I have spent hours studying what the doctor said it "probably" was, remembering the 17 year old accident with bruised breasts, searching for the lump they found. No luck. It's just not there, so I'll have to trust them.
How many rooms are we going into?
Funny how death always does prompt this sick side of us, searching for reasons that they might deserve it more, or at the very least it made sense. Oh, yes, she was a drug addict, so that death makes sense. Oh I see--he lied to his family for years, so maybe this death doesn't feel as bad. But it does always feel bad. It's supposed to. My belief says it's not acceptable, not natural. And we all are equally deserving and undeserving of this horrible separation, however momentary, from the love we know.
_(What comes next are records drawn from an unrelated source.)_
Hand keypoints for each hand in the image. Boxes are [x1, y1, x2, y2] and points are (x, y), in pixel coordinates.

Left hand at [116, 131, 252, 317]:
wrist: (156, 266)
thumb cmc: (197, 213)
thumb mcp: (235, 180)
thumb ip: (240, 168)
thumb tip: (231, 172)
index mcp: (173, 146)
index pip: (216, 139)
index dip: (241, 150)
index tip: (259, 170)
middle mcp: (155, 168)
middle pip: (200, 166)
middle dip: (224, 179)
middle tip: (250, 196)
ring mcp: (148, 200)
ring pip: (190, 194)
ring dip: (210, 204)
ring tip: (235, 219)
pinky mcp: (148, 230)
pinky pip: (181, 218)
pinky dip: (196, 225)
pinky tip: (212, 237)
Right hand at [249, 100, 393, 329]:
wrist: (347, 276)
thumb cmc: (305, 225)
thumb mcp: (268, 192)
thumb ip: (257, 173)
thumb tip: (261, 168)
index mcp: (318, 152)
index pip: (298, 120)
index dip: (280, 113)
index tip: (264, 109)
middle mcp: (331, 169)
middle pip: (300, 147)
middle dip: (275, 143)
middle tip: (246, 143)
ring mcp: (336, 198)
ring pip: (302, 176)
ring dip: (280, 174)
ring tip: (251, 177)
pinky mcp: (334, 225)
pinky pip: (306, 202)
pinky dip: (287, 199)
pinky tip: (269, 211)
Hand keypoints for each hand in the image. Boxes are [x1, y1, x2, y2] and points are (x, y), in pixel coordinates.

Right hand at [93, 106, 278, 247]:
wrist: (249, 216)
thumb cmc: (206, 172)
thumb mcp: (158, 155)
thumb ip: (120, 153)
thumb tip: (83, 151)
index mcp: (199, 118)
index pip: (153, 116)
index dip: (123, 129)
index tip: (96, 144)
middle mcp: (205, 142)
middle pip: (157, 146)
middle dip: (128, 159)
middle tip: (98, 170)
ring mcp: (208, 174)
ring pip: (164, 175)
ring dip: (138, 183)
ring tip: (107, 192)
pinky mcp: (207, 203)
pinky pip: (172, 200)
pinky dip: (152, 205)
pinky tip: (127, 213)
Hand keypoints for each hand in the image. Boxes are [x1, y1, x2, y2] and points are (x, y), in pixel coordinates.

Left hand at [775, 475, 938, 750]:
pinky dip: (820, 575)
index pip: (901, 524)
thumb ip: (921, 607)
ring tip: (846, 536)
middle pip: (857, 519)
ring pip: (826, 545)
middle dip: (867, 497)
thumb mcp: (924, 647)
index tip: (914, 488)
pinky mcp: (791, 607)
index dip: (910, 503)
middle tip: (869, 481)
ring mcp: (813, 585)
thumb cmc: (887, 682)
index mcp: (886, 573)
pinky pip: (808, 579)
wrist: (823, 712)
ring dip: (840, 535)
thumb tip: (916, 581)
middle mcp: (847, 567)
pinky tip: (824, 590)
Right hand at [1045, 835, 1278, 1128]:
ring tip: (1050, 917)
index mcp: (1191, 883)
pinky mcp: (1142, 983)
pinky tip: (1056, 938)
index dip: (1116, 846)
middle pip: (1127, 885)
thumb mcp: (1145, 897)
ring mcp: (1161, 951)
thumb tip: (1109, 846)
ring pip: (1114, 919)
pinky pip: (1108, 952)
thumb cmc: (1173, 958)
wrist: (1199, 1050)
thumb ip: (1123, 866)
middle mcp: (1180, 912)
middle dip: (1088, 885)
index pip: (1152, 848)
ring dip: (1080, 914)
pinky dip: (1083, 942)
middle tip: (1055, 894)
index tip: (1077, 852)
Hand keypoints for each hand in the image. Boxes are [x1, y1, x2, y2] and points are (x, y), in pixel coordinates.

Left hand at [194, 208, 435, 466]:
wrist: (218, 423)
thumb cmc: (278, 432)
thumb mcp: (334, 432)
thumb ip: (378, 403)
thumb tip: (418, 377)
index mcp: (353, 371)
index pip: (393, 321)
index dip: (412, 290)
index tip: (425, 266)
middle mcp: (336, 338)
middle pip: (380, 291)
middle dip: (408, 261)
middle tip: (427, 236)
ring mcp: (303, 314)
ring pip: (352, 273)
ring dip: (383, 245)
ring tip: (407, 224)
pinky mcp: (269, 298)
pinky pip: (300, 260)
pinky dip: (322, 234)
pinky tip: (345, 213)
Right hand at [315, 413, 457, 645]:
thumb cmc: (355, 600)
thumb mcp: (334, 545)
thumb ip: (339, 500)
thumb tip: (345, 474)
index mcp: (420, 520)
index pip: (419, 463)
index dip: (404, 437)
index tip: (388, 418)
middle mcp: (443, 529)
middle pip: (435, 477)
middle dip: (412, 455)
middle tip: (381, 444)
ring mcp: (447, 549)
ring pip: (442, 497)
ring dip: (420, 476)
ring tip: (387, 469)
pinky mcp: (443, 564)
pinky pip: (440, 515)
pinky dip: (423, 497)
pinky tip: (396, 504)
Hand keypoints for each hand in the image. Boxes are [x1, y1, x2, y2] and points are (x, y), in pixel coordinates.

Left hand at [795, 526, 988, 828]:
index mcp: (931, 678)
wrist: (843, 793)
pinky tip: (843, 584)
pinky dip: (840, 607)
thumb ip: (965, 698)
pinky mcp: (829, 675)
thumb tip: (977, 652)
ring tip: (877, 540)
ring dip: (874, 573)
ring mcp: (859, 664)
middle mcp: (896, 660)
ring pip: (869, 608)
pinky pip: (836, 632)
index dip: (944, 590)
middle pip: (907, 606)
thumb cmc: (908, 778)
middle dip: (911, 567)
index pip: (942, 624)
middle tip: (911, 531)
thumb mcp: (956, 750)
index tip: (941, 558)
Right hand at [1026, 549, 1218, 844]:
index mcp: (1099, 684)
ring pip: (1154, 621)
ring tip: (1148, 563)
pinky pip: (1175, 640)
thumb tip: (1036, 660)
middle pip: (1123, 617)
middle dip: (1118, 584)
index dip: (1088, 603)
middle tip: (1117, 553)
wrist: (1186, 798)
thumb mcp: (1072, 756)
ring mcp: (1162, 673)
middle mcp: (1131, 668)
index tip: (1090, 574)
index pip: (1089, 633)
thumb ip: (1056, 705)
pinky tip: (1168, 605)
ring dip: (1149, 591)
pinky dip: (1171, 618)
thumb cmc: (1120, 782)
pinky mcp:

The little babies, the old prostitute, the guy who never forgave anyone. I wish I could see them in the blanket of kindness my God sees them. But my nature is to hope for an understanding of things I will never understand.
Trying to read the magazines provided to stop thinking about death, because this is just a little needle, a little "pinch and burn," as the nurse says. Then it's over. ta-da. It'll be painless, they reassure me. I want to talk a big game, "I prick my fingers 6 times a day" I want to prove to everyone, "and if I could test the iron in my blood by needle, I'd do that too." Knowledge is power, I want to tell them, but I smile. I reassure the reassuring lady in scrubs that she's doing a good job.
I steal stuff. A recipe out of a magazine from June. "Mexican pickle," with radishes. It's low carb. I steal a sample of moisturizing foundation--just my shade. I wonder if my shade of skin is what all the rich ladies have. I worry about losing our insurance in 48 hours.
The biopsy is simple and it doesn't hurt, weirdest part is the wedge keeping my breast high off the table, and losing feeling in my shoulder. Worst part is new doctor, saying everything's different than the first doctor said, but it's "just ducts." She says papilloma, I don't know that term. She says clogged ducts, that's likely. She indicates that the possibility of something worse is very slim. She says that part faster than the other stuff, I think. She hopes I'll forget it.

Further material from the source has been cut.